-- Source data follows --

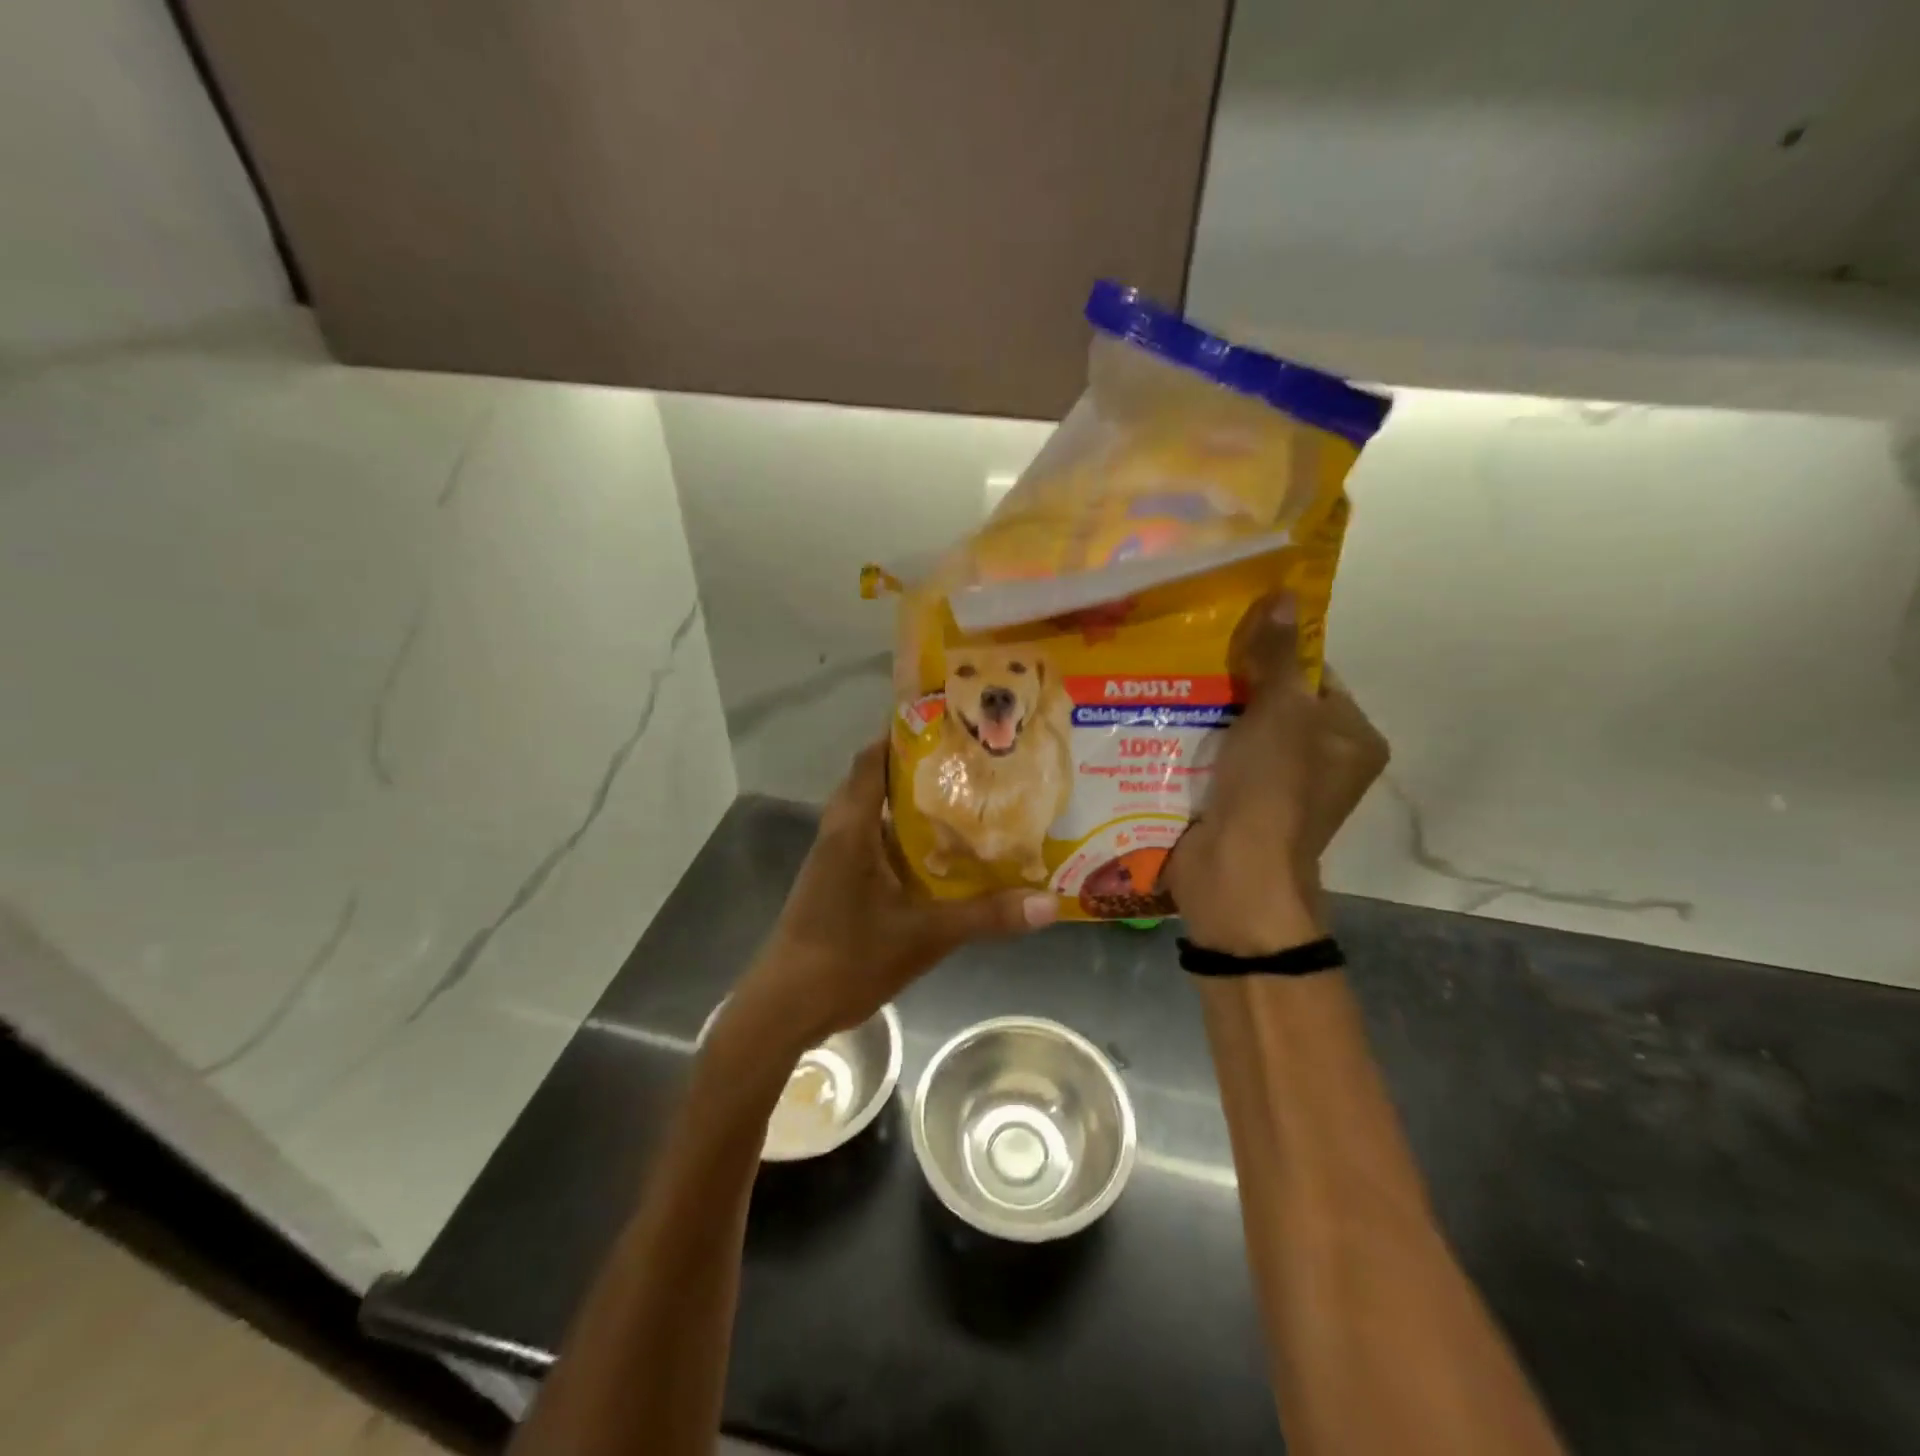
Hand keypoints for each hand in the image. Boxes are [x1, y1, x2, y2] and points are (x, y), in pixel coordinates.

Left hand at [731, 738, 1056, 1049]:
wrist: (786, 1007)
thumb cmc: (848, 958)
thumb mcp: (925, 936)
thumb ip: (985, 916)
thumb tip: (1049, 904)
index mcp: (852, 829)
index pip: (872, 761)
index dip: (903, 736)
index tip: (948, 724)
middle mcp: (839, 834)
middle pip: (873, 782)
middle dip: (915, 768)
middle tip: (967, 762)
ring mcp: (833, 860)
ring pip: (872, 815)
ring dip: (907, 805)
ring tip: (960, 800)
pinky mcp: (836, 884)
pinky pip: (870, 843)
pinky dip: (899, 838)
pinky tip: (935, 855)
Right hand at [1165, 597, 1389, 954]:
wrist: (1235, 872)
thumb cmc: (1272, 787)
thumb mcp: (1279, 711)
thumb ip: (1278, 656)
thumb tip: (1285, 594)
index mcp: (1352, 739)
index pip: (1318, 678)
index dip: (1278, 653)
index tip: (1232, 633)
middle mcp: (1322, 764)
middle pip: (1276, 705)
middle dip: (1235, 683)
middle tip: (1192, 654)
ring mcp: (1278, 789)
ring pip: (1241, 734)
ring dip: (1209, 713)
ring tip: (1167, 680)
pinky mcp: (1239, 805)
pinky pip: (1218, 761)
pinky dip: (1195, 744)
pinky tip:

-- Source data concluded --

■ **Task goal**: Only one stretch of the records above is wanted: the lines between the one holding "index mcp: (1352, 739)" and the one holding "ring tip: (1167, 680)", inclusive, reproduced exactly.

■ **Response for this exercise**:
index mcp: (1352, 739)
index pip: (1318, 678)
index dip: (1278, 653)
index tip: (1232, 633)
middle mcp: (1322, 764)
middle pip: (1276, 705)
middle dip: (1235, 683)
middle tip: (1192, 654)
ring mcp: (1278, 789)
ring pip: (1241, 734)
ring dip: (1209, 713)
ring tip: (1167, 680)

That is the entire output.